The arguments fleshed out below (in favour and against capital punishment) are versions of the deductive arguments in Thagard’s Bernardo example. The idea here is not, in any way, to attempt a complete rendering of the arguments in question. Rather, my claim is that even if we start to fill in just a few of the details of the deductive considerations, it will become difficult for most people to carry out the required computations.

It is my view that many of the principles Thagard cites in his version of the Bernardo example have implicit ceteris paribus clauses and do not license deductions; at best, they license conclusions that are prima facia valid but subject to defeat. The logic of the application of these principles strikes me as non-monotonic. However, Thagard appears to give them a deductive, monotonic treatment. I have attempted to fill in the missing premises that are required for the deductions to go through. If still further premises are required to preserve deductive form, then that further aids my case (since increasing the number of premises leads to an increase in the amount of computation required to solve the coherence problem, and my argument turns on computational difficulty). Moreover, further arguments might be added to this simulation. The statement, “Capital punishment neither prevents serious crime nor promotes a sense of security”, is not used to draw any conclusions, but it could be used to do so, increasing the number of links to existing propositions or to new propositions, and that increases the number of computations required. Of course, arguments not even related to those already in the simulation could be added, increasing complexity even further.

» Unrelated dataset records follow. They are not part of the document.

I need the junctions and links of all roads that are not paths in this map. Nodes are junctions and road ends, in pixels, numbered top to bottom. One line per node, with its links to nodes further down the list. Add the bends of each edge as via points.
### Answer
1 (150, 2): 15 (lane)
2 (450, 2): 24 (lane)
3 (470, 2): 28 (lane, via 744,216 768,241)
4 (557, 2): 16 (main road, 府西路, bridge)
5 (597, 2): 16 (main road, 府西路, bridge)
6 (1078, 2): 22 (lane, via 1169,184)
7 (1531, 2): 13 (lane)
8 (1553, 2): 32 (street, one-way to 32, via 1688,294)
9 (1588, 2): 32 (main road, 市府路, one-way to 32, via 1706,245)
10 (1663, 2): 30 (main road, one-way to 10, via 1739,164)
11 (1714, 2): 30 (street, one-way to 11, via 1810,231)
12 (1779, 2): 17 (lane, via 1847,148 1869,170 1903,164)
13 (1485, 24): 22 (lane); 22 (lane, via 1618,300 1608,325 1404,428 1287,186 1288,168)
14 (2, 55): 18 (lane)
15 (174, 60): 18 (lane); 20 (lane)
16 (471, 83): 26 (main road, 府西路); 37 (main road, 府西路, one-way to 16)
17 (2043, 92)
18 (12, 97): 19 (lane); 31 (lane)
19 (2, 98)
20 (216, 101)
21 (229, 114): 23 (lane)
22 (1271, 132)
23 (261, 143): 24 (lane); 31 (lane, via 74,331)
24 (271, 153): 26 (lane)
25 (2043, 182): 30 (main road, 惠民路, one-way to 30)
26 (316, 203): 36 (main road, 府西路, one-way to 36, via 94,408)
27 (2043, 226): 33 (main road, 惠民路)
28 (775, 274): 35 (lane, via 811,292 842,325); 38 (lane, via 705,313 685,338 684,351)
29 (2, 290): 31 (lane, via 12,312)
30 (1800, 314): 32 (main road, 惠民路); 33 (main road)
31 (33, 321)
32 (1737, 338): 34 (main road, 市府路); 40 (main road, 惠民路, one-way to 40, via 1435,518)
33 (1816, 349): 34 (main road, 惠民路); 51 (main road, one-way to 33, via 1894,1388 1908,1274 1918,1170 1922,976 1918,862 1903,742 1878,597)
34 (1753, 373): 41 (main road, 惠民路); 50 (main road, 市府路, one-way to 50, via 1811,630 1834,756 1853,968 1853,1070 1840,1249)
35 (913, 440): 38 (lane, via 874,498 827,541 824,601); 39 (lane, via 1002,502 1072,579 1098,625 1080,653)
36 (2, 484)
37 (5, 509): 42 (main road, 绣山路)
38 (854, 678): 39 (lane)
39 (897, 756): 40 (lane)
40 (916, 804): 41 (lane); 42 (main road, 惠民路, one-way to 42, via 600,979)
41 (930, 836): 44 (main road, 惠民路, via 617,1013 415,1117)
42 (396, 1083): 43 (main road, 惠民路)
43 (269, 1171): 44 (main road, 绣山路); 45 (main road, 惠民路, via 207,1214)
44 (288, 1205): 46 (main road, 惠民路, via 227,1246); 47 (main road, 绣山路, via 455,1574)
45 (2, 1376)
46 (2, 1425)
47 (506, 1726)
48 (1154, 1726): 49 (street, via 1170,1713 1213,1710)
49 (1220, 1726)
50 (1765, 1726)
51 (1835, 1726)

In favour of capital punishment

Promoting a sense of security is justified.

Capital punishment prevents serious crime and promotes a sense of security.

Capital punishment will promote a sense of security and prevent serious crime if applied to those who committed serious crimes.

Therefore, capital punishment is justified for persons who have committed serious crimes.

Preventing serious crimes is justified.

Capital punishment prevents serious crime and promotes a sense of security.

Capital punishment will promote a sense of security and prevent serious crime if applied to those who committed serious crimes.

Therefore, capital punishment is justified for persons who have committed serious crimes.

Capital punishment is justified for persons who have committed serious crimes.

Paul Bernardo is a person who has committed serious crimes.

Therefore, Paul Bernardo should be executed.

Against capital punishment

Killing a defenceless person is wrong.

Paul Bernardo is a defenceless person.

Therefore, Paul Bernardo should not be executed.

Capital punishment always requires killing a defenceless person.

Killing a defenceless person is wrong.

Therefore, capital punishment is wrong for all persons.

Capital punishment is wrong for all persons.

Paul Bernardo is a defenceless person.

Therefore, Paul Bernardo should not be executed.